### YOUR ASSIGNMENT
If a line in the records below holds the string "Campania", count it, and state only the final count.

THE DATA START

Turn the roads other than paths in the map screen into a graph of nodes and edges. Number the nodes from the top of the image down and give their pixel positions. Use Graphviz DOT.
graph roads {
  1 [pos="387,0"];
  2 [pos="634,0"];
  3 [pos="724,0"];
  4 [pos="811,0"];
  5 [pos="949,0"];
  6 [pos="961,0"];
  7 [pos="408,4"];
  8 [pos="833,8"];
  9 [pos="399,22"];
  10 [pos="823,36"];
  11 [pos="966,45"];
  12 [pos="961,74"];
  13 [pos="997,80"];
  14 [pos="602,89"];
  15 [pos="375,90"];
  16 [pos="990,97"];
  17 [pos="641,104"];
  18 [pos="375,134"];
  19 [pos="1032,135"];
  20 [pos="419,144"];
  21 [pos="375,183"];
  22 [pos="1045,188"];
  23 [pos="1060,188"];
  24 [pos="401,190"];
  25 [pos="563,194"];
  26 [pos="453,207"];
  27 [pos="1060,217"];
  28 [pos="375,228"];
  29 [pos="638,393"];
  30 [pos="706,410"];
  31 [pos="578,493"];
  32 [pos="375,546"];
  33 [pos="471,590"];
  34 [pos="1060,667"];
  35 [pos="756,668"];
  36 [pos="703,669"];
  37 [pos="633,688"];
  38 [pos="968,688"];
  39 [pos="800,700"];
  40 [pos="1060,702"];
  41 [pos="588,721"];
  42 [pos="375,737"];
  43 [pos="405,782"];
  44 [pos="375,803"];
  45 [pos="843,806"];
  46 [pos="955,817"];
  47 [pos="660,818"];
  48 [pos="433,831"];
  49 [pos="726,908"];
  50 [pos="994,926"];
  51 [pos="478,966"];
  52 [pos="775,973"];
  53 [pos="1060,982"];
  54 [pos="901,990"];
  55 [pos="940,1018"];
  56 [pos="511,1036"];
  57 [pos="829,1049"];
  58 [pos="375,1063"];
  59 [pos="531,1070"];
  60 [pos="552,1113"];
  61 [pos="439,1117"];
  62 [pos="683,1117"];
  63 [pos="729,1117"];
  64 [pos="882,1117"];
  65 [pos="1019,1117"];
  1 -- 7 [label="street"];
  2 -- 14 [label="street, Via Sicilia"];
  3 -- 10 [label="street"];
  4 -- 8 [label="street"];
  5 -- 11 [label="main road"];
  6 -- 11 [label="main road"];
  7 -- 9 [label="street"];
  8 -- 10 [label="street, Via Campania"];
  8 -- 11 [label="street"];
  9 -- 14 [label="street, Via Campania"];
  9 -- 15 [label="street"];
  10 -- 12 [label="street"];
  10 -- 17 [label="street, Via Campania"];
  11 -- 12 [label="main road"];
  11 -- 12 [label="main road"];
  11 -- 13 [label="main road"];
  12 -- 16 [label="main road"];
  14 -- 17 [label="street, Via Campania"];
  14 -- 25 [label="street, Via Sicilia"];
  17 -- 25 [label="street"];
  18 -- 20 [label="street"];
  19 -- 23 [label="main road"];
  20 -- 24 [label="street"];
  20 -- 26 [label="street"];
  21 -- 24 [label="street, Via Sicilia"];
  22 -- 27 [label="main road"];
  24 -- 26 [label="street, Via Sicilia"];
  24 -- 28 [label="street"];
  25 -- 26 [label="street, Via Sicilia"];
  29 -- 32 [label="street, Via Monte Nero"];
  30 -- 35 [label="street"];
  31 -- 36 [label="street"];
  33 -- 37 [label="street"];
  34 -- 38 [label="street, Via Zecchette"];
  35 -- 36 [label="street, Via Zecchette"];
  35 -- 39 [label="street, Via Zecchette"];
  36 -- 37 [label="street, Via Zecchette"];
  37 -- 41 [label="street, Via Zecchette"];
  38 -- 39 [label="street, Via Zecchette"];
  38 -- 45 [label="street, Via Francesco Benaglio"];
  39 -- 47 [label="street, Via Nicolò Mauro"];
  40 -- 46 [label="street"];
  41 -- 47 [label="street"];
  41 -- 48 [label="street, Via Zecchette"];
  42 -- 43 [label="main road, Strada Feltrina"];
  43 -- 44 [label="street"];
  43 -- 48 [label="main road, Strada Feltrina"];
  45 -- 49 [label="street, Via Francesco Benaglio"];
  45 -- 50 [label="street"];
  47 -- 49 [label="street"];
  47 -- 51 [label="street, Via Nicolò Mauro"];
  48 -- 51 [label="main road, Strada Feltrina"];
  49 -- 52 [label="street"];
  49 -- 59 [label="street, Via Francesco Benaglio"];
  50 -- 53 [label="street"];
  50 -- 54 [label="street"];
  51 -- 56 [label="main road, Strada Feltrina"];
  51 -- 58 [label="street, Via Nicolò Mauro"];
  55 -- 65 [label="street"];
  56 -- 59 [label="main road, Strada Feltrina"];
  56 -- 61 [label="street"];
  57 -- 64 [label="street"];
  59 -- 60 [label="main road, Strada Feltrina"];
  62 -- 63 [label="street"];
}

THE DATA END

### EXERCISE RESPONSE
4